Confessions of a White Girl: I Have a Beyoncé Problem

This is my coffee mug. I’m drinking out of it right now, posted up…flawless.

I’ve always loved the Queen Bey. I mean, Destiny’s Child? Pshhh. Best girl group ever. Totally hooked. Drunk in love, if you will.

Then came some bomb ass albums in the last 10 years. Artists don’t make albums anymore. Bey does. And she makes visual albums. I haven’t watched a music video since MTV Spring Break was a thing. But I watch these. If you haven’t, do it.

Do I have a girl crush? Definitely. Has it evolved into a bit of a problem? Meh. Decide for yourself.

beyonce

Two pieces of evidence to consider:

First, when Caroline was in utero, I called her “Baby Beyoncé.” She was a very active baby, so I told people she was dancing in there. In my defense, Beyoncé had just done the Superbowl halftime show, so she was still on the brain.
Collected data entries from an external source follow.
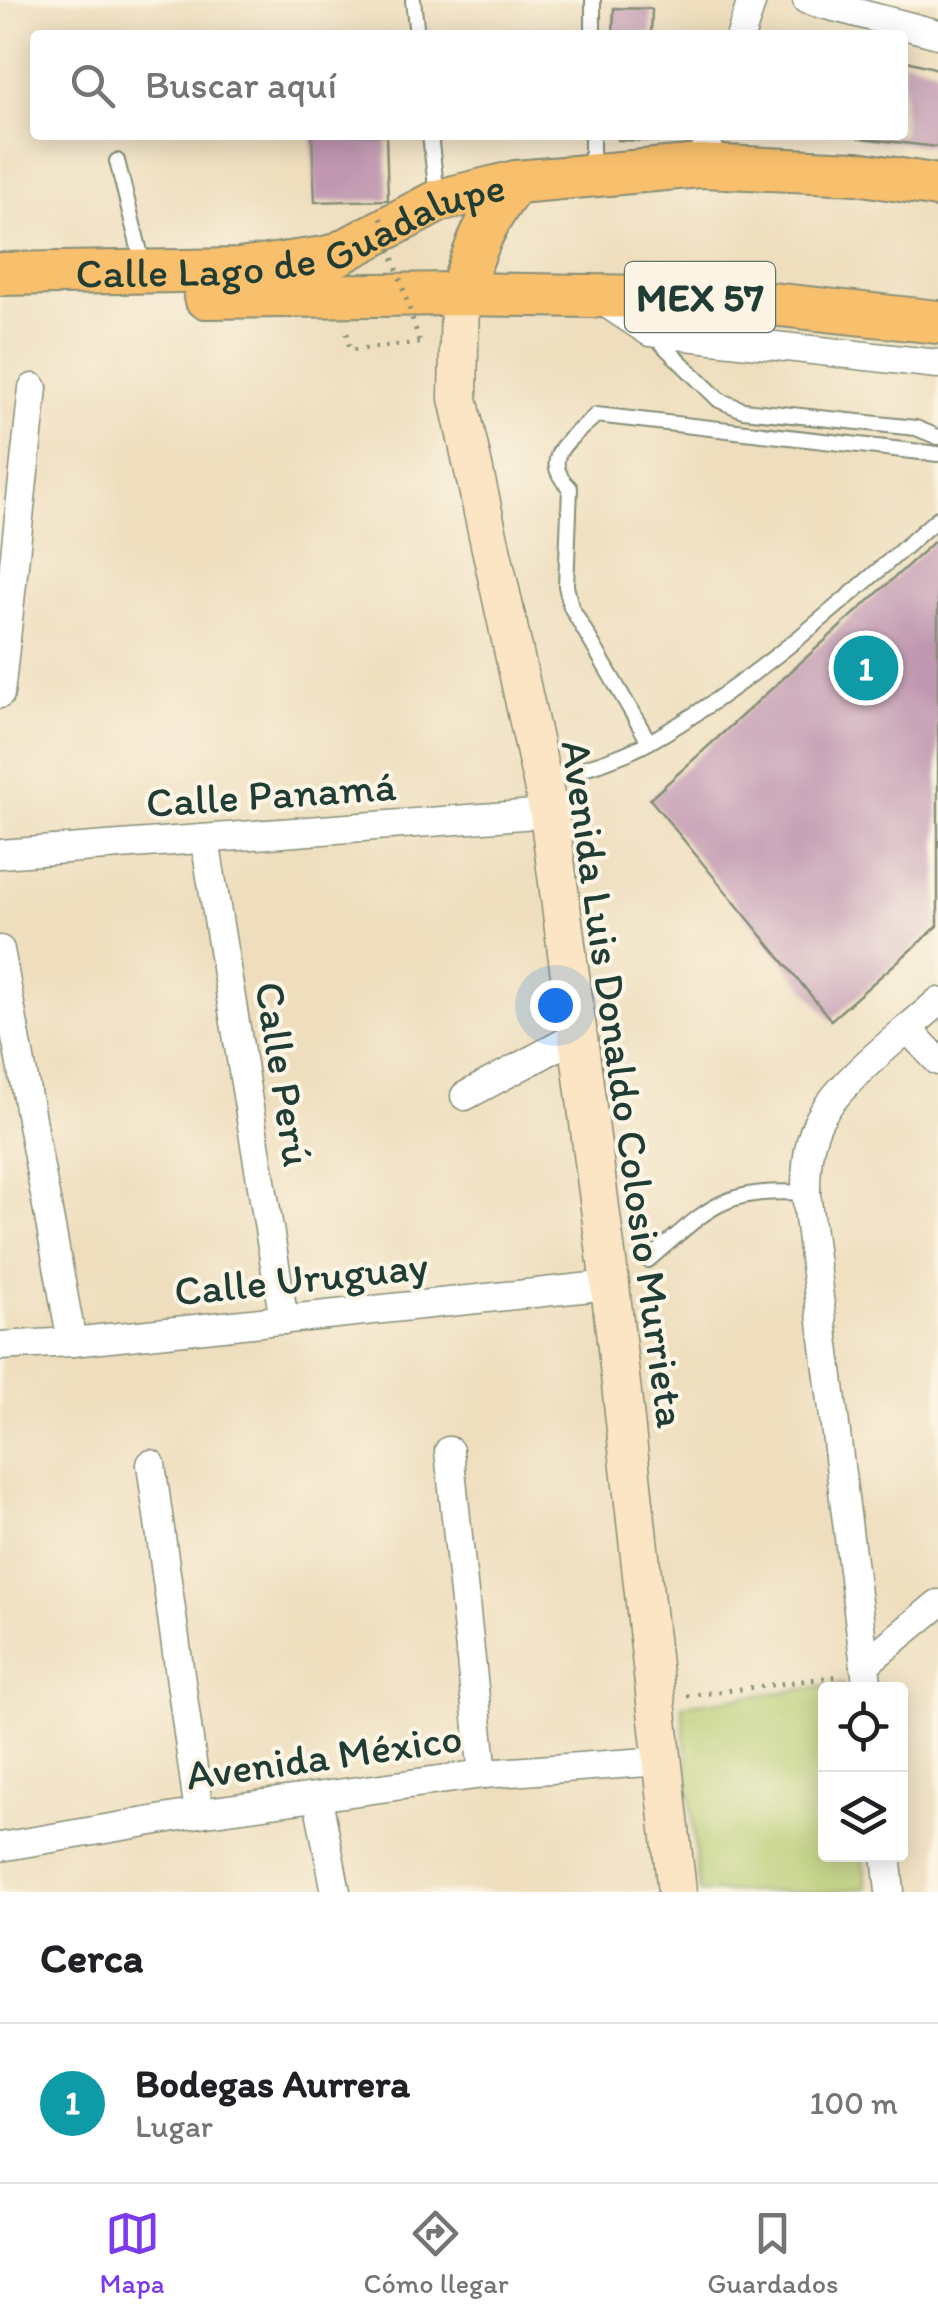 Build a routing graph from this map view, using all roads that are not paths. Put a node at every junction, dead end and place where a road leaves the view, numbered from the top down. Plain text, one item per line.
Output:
1 (413, 0) edge
2 (593, 0) edge
3 (752, 0) edge
4 (806, 0) edge
5 (416, 30) edge
6 (593, 30) edge
7 (743, 30) edge
8 (938, 34) edge
9 (431, 140) edge
10 (705, 150) edge
11 (592, 155) edge
12 (118, 161) dead end
13 (516, 182) junction
14 (938, 186) edge
15 (438, 201) junction
16 (146, 273) junction
17 (0, 274) edge
18 (460, 294) junction
19 (594, 296) junction
20 (0, 300) edge
21 (938, 322) edge
22 (650, 332) junction
23 (938, 364) edge
24 (33, 388) dead end
25 (938, 437) edge
26 (938, 454) edge
27 (938, 518) edge
28 (0, 694) edge
29 (648, 742) junction
30 (545, 796) junction
31 (206, 840) junction
32 (0, 854) edge
33 (0, 950) edge
34 (938, 1002) edge
35 (908, 1029) junction
36 (576, 1036) junction
37 (938, 1062) edge
38 (465, 1096) dead end
39 (806, 1193) junction
40 (648, 1260) dead end
41 (610, 1285) junction
42 (284, 1320) junction
43 (72, 1342) junction
44 (0, 1346) edge
45 (449, 1451) dead end
46 (151, 1464) dead end
47 (938, 1604) edge
48 (866, 1676) edge
49 (661, 1762) junction
50 (483, 1774) junction
51 (318, 1799) junction
52 (199, 1813) junction
53 (0, 1848) edge
54 (887, 1862) edge
55 (336, 1892) edge
56 (677, 1892) edge
57 (890, 1892) edge

1 - 5 lane
2 - 6 lane
3 - 7 street
4 - 8 street
9 - 15 lane
10 - 11 main road, Calle Lago de Guadalupe
10 - 14 main road, Calle Lago de Guadalupe
11 - 13 main road, Calle Lago de Guadalupe
12 - 16 lane
13 - 15 main road, Calle Lago de Guadalupe
13 - 18 main road
15 - 16 main road, Calle Lago de Guadalupe
16 - 17 main road, Calle Lago de Guadalupe
18 - 19 main road, Calle Lago de Guadalupe / MEX 57
18 - 20 main road, Calle Lago de Guadalupe / MEX 57
18 - 30 street, Avenida Luis Donaldo Colosio Murrieta
19 - 21 main road, Calle Lago de Guadalupe / MEX 57
19 - 22 street
22 - 23 street
22 - 25 lane
24 - 28 street
26 - 29 lane
27 - 29 lane
29 - 30 lane
30 - 31 street, Calle Panamá
30 - 36 street, Avenida Luis Donaldo Colosio Murrieta
31 - 32 street, Calle Panamá
31 - 42 street, Calle Perú
33 - 43 street
34 - 35 street
35 - 37 street
35 - 39 street
36 - 38 street
36 - 41 street, Avenida Luis Donaldo Colosio Murrieta
39 - 40 lane
39 - 48 street
41 - 42 street, Calle Uruguay
41 - 49 street, Avenida Luis Donaldo Colosio Murrieta
42 - 43 street, Calle Uruguay
43 - 44 street, Calle Uruguay
45 - 50 street
46 - 52 street
47 - 48 street
49 - 50 street, Avenida México
49 - 56 street, Avenida Luis Donaldo Colosio Murrieta
50 - 51 street, Avenida México
51 - 52 street, Avenida México
51 - 55 street
52 - 53 street, Avenida México
54 - 57 street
Second, last night I had a dream that I was at some kind of sip and paint, creative canvas, girls drinking wine and pretending to make art place. For whatever reason, we were all contributing to a group canvas and we were supposed to add things that were “inspirational to women.” When it was my turn, I just took my paintbrush and wrote:

#beckywiththegoodhair

Why in the world my subconscious thinks that Jay-Z’s side piece is inspirational to women is beyond me. Also, I’m hash-tagging in my dreams. I may need a break from my phone for a while.

Until someone tells me that my Beyoncé problem has negatively impacted their life in the following ways, I’m riding the wave. Keep the jams (and the dreams) coming. And Jay-Z, I’m watching you, bro.